» Task prompt: Lines from the listing that hold the string "Lagoa" are what you should return.

» Supplied records:
*** Block opens ***

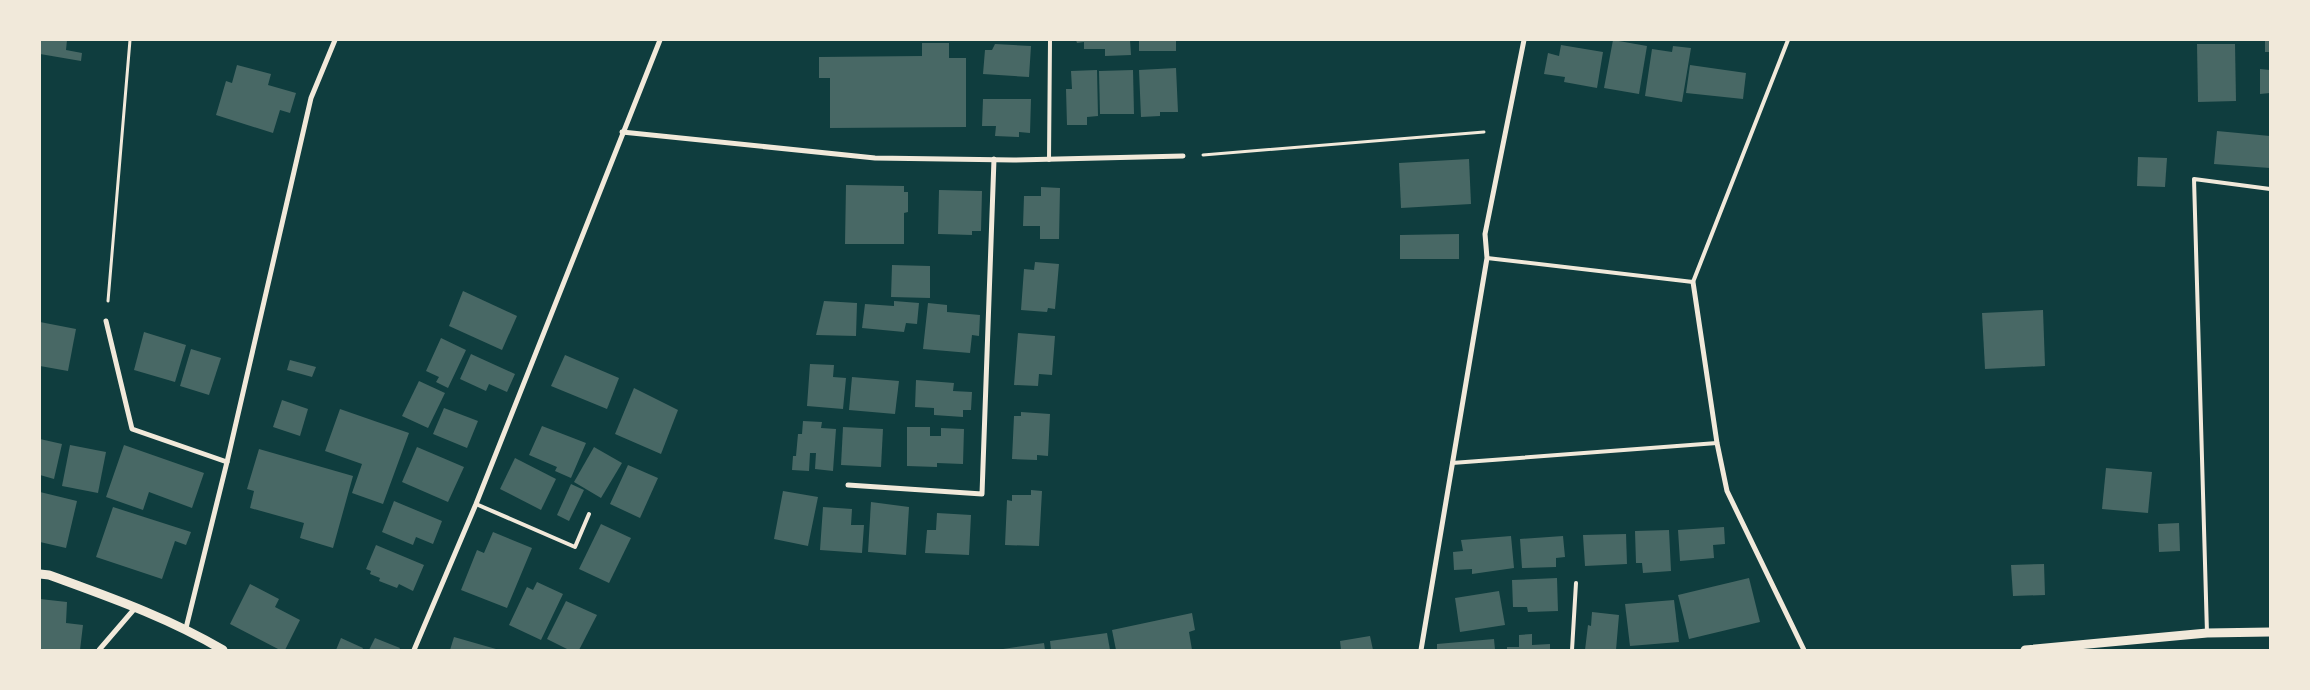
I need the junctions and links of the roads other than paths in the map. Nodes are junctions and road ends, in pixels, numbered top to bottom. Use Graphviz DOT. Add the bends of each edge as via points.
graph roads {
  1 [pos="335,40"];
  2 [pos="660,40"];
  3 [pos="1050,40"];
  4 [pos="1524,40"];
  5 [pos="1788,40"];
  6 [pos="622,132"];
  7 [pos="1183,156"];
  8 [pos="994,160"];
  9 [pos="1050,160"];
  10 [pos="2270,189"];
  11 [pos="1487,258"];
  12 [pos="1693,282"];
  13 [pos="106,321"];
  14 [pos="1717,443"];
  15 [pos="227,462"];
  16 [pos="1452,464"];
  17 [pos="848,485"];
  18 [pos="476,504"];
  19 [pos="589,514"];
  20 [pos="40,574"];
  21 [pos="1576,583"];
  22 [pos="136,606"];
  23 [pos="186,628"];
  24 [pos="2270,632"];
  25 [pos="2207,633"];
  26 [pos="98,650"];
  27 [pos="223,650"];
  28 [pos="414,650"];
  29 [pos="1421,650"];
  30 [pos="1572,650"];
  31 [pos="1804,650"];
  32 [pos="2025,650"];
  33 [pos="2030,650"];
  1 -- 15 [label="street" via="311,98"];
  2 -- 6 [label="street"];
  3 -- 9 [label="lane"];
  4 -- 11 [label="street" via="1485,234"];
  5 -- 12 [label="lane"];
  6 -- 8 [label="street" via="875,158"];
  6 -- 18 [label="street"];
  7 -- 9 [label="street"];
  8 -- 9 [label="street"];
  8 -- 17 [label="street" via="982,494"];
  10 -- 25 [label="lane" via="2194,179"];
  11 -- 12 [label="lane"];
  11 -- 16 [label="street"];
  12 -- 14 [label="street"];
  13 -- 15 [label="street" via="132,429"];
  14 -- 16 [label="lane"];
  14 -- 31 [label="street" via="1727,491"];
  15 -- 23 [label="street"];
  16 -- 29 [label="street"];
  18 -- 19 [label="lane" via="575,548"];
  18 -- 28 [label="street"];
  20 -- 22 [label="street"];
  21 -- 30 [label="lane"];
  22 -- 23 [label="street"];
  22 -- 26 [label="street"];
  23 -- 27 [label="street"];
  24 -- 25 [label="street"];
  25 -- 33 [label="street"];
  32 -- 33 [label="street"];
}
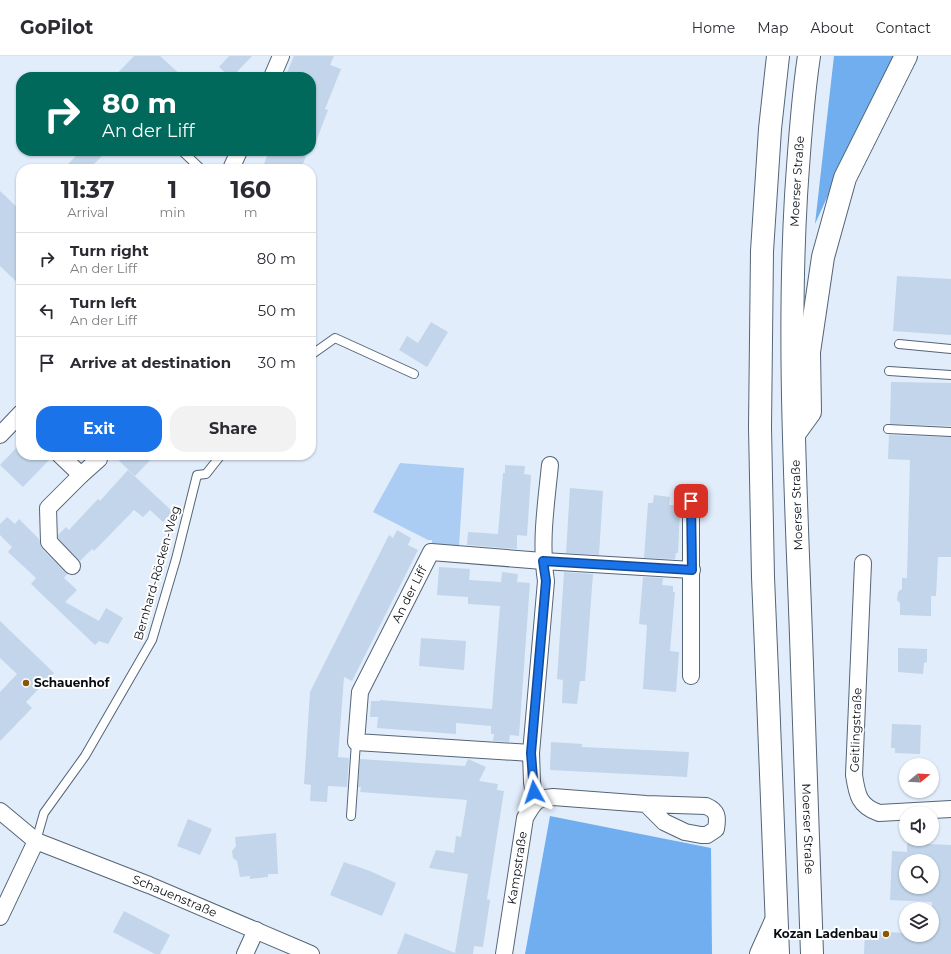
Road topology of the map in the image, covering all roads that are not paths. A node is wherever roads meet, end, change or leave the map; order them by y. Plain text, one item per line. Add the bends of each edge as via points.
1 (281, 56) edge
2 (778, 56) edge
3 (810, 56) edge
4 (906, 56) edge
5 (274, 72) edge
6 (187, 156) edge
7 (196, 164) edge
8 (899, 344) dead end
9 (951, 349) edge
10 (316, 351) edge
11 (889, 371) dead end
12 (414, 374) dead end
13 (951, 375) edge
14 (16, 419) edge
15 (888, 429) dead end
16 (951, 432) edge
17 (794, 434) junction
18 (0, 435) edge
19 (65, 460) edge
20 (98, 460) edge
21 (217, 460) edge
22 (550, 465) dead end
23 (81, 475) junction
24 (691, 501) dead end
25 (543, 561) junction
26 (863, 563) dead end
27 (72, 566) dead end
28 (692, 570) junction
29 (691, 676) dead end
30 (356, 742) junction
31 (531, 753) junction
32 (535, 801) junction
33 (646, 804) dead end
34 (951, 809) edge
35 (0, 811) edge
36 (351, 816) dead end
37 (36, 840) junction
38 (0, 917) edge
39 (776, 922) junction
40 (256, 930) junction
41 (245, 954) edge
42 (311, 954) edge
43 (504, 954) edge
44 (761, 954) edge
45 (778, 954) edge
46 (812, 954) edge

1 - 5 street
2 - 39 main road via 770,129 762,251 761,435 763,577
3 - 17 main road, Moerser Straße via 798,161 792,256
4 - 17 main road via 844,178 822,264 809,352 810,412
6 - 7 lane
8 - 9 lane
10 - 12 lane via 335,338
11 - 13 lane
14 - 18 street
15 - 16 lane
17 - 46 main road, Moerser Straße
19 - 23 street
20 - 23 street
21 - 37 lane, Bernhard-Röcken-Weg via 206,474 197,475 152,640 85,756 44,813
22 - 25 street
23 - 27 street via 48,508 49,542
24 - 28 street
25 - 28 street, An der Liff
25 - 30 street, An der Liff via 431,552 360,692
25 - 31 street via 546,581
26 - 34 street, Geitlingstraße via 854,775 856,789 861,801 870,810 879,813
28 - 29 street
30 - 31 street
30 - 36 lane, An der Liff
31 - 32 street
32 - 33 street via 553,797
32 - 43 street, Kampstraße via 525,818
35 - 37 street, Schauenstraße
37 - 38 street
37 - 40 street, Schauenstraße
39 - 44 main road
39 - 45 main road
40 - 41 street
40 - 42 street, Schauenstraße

*** Block closes ***
*** Block opens ***

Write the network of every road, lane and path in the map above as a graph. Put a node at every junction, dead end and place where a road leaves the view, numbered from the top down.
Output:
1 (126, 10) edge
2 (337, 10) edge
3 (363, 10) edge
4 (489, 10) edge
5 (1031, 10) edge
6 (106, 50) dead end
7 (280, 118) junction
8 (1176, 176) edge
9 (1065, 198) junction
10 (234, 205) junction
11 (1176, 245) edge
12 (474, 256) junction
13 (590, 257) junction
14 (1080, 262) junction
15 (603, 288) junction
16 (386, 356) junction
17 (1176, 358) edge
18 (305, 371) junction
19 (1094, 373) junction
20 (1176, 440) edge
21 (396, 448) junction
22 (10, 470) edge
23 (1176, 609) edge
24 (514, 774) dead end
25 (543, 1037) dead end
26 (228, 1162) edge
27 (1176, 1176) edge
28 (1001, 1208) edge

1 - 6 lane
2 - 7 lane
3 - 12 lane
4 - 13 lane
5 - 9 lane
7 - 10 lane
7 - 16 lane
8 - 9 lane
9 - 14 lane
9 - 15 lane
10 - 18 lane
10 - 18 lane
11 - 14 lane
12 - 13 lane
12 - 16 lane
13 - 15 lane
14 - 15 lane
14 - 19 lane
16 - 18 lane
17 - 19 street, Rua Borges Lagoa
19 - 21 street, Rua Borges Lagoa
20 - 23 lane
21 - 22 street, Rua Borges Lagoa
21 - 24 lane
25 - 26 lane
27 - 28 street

*** Block closes ***

» Answer:
17 - 19 street, Rua Borges Lagoa
19 - 21 street, Rua Borges Lagoa
21 - 22 street, Rua Borges Lagoa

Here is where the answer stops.